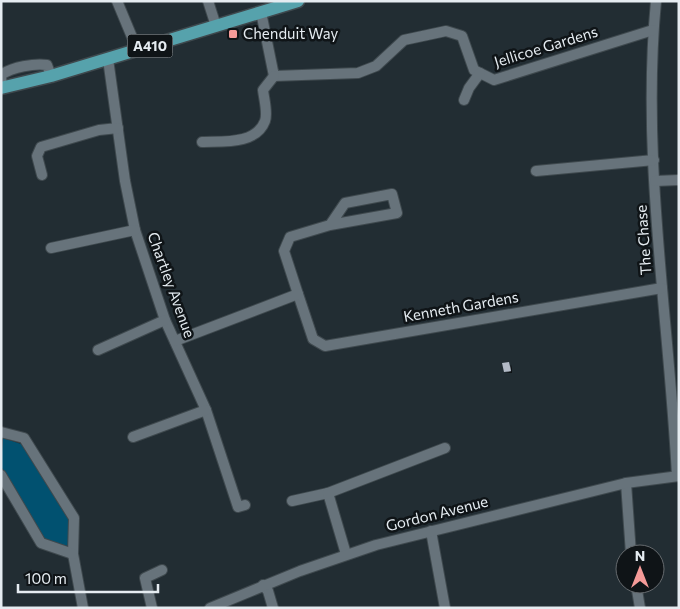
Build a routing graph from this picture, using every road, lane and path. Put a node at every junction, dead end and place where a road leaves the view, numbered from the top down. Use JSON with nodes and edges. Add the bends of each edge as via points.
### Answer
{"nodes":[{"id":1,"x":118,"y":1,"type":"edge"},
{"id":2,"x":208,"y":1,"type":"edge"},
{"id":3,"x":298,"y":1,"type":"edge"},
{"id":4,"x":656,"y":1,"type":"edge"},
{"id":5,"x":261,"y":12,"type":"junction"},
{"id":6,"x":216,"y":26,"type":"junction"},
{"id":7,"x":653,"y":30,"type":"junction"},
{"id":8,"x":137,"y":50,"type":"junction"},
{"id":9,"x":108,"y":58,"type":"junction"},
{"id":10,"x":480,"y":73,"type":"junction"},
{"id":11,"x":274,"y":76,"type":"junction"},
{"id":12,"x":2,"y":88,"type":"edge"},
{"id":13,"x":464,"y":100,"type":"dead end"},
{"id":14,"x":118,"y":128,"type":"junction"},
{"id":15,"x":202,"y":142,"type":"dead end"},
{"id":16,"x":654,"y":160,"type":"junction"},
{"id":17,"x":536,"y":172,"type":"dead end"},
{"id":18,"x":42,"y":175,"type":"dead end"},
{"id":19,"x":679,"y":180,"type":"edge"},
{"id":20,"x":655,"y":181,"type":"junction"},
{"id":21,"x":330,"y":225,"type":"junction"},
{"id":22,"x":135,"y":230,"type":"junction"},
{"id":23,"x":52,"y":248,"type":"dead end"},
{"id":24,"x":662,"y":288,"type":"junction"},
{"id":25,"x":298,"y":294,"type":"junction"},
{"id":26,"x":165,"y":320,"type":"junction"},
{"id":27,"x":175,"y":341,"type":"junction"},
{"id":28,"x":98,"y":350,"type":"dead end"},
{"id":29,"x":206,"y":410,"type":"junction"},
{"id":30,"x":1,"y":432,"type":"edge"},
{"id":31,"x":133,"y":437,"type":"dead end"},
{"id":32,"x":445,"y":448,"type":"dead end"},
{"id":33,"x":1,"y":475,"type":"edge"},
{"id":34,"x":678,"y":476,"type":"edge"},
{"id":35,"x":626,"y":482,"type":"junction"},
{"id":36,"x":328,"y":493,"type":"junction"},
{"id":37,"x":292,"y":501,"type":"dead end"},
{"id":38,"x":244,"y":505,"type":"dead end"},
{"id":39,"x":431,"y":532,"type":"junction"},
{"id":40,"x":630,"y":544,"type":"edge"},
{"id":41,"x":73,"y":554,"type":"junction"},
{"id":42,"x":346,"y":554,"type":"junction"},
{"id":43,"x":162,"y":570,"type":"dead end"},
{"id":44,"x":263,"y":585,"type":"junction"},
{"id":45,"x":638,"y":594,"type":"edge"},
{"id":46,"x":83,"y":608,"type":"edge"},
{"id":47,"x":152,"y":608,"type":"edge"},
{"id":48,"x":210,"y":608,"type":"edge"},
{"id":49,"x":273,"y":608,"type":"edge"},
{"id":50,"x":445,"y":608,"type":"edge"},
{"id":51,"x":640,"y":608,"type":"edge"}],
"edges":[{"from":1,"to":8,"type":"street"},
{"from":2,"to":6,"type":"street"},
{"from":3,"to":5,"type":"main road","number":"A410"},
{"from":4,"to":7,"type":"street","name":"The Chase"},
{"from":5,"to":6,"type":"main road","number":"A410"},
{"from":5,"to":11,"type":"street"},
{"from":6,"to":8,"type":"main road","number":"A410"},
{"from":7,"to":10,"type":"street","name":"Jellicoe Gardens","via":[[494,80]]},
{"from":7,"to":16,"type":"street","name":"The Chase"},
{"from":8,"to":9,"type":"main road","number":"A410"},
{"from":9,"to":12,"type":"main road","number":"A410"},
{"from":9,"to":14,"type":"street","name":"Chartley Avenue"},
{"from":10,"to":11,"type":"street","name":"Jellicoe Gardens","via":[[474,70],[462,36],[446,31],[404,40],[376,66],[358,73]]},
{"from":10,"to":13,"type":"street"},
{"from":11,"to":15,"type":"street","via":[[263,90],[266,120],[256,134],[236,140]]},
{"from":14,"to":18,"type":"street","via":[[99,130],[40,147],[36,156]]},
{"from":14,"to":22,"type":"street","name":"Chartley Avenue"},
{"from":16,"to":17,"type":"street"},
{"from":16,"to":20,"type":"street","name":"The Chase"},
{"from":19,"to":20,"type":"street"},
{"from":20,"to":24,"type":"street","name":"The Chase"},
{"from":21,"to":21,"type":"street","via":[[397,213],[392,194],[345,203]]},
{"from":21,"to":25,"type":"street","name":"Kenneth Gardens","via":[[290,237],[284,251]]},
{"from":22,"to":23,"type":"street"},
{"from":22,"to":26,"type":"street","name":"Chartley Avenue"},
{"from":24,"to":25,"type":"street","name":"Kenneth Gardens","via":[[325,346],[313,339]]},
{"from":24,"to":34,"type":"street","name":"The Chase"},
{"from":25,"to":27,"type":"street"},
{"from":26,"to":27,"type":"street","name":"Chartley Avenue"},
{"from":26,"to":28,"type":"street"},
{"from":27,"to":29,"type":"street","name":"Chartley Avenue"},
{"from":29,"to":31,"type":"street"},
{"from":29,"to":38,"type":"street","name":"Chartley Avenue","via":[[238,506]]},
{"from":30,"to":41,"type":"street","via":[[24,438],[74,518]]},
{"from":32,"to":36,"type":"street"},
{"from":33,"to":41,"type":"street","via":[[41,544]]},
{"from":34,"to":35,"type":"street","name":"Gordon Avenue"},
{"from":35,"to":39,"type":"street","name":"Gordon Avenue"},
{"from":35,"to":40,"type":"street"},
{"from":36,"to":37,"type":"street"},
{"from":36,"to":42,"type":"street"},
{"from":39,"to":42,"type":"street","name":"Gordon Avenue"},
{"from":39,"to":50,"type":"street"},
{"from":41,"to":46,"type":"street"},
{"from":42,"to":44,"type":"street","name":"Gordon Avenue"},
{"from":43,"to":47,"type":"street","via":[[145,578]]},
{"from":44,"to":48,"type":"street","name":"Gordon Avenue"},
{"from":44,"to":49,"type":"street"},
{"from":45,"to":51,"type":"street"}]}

...

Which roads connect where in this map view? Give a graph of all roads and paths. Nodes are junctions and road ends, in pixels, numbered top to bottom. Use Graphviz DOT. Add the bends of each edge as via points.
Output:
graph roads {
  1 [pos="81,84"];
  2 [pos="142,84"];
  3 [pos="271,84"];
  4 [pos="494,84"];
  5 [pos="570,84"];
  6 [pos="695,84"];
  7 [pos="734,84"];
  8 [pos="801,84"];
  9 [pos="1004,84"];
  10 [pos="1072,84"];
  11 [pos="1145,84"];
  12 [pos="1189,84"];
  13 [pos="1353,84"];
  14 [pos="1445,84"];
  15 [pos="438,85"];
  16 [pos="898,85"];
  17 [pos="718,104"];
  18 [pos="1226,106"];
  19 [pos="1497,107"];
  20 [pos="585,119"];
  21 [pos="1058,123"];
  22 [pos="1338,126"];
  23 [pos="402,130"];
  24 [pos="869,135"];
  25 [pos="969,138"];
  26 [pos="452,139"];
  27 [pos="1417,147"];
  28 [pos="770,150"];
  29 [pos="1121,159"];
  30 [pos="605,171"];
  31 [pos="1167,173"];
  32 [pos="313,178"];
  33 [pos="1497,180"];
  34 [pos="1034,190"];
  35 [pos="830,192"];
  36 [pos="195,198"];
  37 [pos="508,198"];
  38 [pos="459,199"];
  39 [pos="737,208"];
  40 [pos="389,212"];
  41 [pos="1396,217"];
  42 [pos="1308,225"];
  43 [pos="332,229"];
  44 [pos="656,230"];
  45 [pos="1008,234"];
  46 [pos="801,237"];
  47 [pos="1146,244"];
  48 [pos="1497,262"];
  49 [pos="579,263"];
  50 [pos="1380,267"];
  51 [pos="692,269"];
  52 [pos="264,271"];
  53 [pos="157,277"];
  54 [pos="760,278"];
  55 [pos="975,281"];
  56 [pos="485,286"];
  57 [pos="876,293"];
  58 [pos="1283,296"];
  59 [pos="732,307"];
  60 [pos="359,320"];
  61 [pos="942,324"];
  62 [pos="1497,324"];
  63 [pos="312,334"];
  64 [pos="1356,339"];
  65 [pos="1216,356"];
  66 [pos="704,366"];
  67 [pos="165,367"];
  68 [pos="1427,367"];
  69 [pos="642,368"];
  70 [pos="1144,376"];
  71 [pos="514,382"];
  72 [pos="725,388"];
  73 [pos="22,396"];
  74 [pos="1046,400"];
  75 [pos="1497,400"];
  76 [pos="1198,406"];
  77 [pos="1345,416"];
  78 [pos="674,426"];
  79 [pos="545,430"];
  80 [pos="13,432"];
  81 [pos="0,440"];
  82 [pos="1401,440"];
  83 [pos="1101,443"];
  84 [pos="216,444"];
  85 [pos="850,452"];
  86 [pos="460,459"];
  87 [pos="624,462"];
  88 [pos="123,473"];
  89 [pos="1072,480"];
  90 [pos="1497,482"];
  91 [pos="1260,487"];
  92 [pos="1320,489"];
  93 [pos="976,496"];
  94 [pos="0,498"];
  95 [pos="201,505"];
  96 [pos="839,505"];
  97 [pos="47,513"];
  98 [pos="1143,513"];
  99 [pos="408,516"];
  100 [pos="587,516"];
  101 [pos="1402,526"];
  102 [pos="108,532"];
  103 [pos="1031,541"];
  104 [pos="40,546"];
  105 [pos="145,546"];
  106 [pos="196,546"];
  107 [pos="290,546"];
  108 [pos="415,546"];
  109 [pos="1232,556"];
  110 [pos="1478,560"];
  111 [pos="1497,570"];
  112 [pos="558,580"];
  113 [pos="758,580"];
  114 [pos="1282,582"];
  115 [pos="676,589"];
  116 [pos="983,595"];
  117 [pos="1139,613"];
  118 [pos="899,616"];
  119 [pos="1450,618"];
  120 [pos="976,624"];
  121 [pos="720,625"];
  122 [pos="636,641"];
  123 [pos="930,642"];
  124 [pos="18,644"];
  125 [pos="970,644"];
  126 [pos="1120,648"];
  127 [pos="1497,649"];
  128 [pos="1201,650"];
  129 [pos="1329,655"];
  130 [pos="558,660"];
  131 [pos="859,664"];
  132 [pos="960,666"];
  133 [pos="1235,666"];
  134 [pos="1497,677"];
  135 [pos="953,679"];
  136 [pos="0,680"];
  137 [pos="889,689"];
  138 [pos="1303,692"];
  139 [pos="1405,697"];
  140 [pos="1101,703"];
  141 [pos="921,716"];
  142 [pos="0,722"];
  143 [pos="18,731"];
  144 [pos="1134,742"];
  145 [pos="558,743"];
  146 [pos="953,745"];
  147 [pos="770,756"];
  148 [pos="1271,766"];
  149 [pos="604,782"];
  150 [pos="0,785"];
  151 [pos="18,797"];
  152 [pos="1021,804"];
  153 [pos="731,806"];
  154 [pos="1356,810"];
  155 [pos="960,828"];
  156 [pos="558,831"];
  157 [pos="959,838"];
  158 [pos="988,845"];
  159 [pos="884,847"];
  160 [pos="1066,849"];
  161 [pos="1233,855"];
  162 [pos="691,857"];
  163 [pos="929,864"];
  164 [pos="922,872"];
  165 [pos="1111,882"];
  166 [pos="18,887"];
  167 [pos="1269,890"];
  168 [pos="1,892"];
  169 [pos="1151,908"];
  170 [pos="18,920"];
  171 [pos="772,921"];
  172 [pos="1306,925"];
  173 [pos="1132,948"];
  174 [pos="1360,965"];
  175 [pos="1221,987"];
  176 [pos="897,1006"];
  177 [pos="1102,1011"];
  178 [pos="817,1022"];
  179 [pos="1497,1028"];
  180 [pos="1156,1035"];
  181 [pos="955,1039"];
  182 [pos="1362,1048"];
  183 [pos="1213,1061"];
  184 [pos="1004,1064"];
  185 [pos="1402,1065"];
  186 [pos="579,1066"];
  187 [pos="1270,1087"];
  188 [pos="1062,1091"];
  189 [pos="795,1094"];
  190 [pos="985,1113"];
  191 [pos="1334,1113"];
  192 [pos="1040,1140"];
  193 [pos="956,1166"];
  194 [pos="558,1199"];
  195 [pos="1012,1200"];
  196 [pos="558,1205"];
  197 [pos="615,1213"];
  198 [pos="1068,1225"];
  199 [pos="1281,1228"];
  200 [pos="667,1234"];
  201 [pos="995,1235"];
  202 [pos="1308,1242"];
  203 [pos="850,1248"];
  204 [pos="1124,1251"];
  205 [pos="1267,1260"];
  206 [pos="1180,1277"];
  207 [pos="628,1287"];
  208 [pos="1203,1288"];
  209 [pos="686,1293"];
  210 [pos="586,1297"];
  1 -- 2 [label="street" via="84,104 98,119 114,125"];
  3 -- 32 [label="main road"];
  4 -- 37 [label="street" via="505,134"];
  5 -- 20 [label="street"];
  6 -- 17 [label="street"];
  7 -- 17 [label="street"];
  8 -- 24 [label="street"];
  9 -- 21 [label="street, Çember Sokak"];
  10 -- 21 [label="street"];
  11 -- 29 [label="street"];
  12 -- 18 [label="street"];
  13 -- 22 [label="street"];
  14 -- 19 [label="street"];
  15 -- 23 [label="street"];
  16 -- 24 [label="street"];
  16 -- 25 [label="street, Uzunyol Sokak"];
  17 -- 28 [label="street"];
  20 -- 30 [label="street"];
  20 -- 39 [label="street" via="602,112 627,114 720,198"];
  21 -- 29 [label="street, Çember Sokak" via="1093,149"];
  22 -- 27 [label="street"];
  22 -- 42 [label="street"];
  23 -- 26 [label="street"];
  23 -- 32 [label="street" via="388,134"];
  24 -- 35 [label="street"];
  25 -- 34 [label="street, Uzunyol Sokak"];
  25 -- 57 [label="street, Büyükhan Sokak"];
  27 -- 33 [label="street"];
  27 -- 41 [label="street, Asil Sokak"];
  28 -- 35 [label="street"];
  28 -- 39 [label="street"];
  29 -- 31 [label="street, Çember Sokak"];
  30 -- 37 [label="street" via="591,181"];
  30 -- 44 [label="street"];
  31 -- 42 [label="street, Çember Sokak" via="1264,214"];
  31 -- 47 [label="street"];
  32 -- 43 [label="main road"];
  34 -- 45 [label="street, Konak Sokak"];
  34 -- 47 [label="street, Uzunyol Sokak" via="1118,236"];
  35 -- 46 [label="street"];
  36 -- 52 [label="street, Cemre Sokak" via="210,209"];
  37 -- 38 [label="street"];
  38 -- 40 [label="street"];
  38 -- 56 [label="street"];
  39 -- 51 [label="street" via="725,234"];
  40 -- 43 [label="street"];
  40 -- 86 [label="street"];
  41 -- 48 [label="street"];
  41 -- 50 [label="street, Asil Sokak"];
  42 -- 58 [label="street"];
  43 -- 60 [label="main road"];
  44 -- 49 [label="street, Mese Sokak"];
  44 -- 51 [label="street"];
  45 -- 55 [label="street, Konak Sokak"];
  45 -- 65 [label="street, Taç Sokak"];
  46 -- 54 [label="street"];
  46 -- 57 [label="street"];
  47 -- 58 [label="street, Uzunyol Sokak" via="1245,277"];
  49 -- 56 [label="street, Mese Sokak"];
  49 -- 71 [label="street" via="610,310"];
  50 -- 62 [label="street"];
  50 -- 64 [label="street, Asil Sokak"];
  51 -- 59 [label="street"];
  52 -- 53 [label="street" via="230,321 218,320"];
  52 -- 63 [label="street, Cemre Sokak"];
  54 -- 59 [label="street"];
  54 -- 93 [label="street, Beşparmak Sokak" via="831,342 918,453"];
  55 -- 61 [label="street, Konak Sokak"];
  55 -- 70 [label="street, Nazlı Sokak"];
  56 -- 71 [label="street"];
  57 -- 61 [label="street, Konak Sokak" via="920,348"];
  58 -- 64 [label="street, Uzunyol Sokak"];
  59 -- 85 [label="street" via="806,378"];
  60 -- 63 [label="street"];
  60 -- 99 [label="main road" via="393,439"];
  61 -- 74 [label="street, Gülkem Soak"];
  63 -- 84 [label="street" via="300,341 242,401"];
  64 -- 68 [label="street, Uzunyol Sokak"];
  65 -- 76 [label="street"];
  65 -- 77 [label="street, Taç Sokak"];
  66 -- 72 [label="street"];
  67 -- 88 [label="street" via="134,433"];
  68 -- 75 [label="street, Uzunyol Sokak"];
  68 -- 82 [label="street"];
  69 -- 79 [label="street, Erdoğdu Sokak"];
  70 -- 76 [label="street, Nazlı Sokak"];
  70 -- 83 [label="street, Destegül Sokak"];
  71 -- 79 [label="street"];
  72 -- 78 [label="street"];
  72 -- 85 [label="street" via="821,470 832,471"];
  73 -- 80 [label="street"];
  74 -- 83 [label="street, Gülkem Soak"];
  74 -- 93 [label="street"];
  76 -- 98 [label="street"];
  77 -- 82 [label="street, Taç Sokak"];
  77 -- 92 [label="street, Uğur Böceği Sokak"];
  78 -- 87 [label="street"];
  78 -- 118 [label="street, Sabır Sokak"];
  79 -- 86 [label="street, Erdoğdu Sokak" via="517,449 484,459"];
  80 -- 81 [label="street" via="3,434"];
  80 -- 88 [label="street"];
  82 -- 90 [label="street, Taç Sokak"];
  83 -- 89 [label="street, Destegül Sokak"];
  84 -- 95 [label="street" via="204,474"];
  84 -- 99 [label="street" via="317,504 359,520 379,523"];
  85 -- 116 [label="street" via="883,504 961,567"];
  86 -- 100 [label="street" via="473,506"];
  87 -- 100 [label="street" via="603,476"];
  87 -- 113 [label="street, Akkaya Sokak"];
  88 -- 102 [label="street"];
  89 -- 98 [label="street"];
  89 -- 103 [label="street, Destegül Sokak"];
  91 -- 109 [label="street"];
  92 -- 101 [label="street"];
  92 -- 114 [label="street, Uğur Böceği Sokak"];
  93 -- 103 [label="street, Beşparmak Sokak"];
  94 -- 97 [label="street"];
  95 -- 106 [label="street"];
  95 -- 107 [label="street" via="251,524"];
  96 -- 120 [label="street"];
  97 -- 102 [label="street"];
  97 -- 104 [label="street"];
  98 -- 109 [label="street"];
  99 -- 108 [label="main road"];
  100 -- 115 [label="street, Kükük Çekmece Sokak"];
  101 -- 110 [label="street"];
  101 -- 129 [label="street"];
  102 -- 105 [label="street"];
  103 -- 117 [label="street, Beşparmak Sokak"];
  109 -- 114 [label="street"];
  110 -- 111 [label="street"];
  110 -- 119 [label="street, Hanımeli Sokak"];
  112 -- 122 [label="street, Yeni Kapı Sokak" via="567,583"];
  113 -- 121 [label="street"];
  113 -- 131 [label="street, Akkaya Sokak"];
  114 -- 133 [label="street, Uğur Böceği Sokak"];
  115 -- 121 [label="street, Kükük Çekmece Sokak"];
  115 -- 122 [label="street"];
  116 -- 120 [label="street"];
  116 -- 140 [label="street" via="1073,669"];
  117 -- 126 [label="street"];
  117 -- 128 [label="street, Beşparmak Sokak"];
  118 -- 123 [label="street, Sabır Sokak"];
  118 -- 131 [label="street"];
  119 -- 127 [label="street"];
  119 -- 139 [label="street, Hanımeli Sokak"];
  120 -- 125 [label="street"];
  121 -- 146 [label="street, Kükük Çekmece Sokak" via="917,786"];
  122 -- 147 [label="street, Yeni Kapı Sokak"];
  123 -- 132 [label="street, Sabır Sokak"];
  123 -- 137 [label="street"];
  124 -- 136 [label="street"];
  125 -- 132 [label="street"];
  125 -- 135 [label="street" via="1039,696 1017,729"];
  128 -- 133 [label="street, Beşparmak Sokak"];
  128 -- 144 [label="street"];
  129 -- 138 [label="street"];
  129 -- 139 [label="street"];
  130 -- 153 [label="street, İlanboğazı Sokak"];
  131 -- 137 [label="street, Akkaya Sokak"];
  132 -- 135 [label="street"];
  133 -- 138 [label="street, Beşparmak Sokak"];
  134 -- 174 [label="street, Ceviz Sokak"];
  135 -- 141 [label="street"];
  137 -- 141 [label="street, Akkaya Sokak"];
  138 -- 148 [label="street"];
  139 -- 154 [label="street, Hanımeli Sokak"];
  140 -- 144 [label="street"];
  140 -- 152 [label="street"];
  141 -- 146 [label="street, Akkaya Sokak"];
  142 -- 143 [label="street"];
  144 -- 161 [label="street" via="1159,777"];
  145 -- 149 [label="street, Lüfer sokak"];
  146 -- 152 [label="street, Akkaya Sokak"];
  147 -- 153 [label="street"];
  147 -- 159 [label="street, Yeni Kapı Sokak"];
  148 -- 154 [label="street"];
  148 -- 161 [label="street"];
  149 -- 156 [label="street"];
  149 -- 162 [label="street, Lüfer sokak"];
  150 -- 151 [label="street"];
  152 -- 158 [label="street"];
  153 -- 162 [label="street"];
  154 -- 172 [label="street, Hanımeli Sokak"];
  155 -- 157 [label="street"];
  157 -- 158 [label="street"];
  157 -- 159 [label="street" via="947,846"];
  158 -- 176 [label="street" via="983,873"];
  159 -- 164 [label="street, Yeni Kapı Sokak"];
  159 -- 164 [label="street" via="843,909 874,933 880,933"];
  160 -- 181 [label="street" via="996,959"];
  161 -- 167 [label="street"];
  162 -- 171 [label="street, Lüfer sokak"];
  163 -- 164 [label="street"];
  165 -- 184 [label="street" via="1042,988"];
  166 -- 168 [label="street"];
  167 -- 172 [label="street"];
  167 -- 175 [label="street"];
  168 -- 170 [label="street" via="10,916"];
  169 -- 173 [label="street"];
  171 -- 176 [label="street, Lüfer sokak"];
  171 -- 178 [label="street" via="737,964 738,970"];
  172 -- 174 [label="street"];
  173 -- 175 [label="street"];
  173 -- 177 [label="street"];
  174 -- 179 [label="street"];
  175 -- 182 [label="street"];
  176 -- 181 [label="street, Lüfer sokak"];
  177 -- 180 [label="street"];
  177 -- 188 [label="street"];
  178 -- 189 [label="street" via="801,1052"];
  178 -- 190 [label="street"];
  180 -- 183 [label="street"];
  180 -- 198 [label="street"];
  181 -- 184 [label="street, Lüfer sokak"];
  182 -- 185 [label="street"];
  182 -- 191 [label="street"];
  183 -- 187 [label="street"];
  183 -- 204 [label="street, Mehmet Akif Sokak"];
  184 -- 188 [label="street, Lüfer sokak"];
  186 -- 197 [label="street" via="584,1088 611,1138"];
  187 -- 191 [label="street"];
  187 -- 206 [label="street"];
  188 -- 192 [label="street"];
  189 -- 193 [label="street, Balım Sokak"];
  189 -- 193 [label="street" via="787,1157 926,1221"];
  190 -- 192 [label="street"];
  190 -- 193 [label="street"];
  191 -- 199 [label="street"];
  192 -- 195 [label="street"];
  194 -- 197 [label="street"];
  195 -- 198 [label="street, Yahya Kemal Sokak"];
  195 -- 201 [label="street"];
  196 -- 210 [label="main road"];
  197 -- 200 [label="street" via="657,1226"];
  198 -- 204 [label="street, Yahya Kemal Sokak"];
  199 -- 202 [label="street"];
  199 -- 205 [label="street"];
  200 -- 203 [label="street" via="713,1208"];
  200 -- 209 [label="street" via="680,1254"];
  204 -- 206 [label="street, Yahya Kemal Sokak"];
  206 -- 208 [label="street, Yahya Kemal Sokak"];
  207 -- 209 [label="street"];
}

• What to produce
Scan the data above for the word "Konak" and report every line where it is found.

• Task answer
  34 -- 45 [label="street, Konak Sokak"];
  45 -- 55 [label="street, Konak Sokak"];
  55 -- 61 [label="street, Konak Sokak"];
  57 -- 61 [label="street, Konak Sokak" via="920,348"];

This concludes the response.